(Dataset entries)
********************
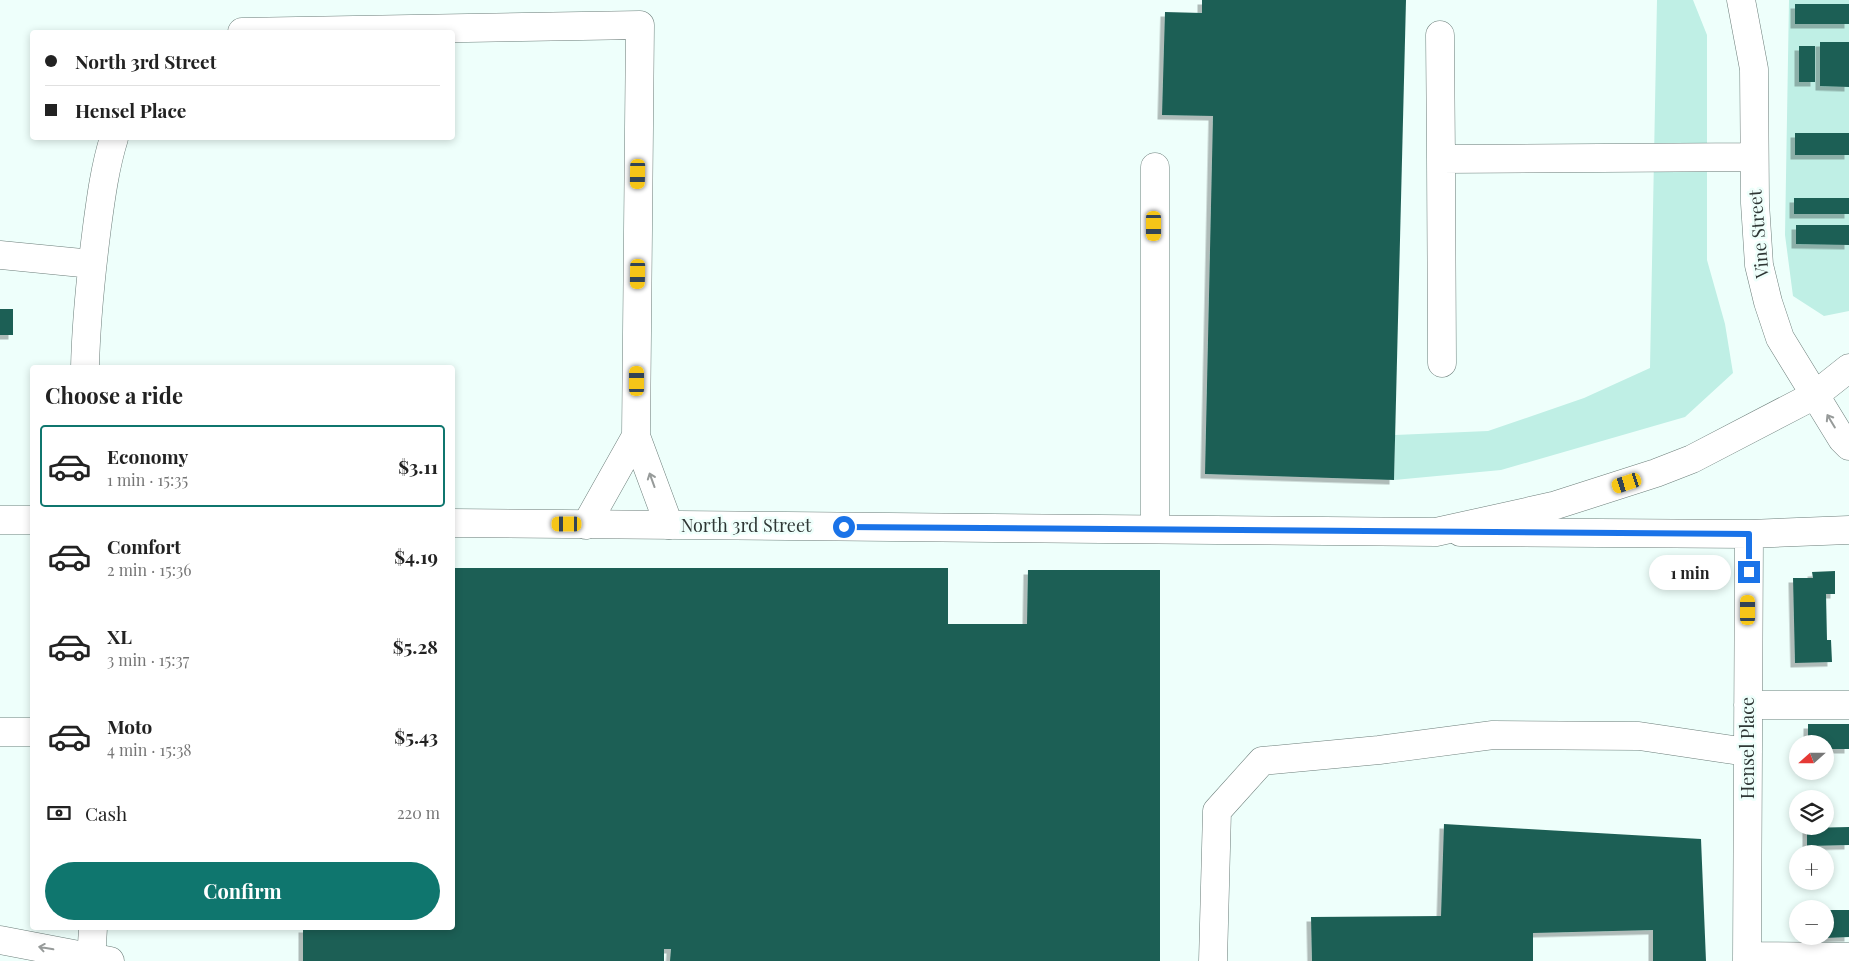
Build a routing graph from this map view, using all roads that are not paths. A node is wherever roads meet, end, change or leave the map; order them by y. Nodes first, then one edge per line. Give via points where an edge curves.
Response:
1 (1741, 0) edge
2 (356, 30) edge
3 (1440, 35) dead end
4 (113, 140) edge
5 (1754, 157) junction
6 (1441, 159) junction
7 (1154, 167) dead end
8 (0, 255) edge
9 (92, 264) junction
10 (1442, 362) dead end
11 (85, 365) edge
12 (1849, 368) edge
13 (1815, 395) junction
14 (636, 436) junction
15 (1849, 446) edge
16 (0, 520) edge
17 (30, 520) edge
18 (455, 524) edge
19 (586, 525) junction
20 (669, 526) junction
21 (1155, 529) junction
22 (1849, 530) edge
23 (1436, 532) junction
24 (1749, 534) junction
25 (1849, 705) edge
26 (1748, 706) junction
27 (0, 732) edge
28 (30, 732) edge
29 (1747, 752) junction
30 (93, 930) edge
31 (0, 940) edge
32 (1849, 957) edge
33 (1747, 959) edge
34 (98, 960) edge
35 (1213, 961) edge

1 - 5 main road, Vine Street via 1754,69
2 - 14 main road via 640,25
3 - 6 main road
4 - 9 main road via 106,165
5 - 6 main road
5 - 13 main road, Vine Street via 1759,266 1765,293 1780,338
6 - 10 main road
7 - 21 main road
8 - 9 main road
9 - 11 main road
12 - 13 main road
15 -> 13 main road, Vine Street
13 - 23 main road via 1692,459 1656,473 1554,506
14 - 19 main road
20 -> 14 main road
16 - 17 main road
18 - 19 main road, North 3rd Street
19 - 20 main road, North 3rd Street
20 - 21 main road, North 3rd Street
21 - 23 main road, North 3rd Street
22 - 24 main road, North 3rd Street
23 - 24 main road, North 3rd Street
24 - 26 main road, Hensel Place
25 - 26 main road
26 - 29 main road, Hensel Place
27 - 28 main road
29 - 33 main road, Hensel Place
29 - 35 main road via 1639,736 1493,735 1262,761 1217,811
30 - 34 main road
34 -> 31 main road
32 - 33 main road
********************
» Try it
Search the entries above for lines holding the string "Place", then report only how many there are.

» Your response
3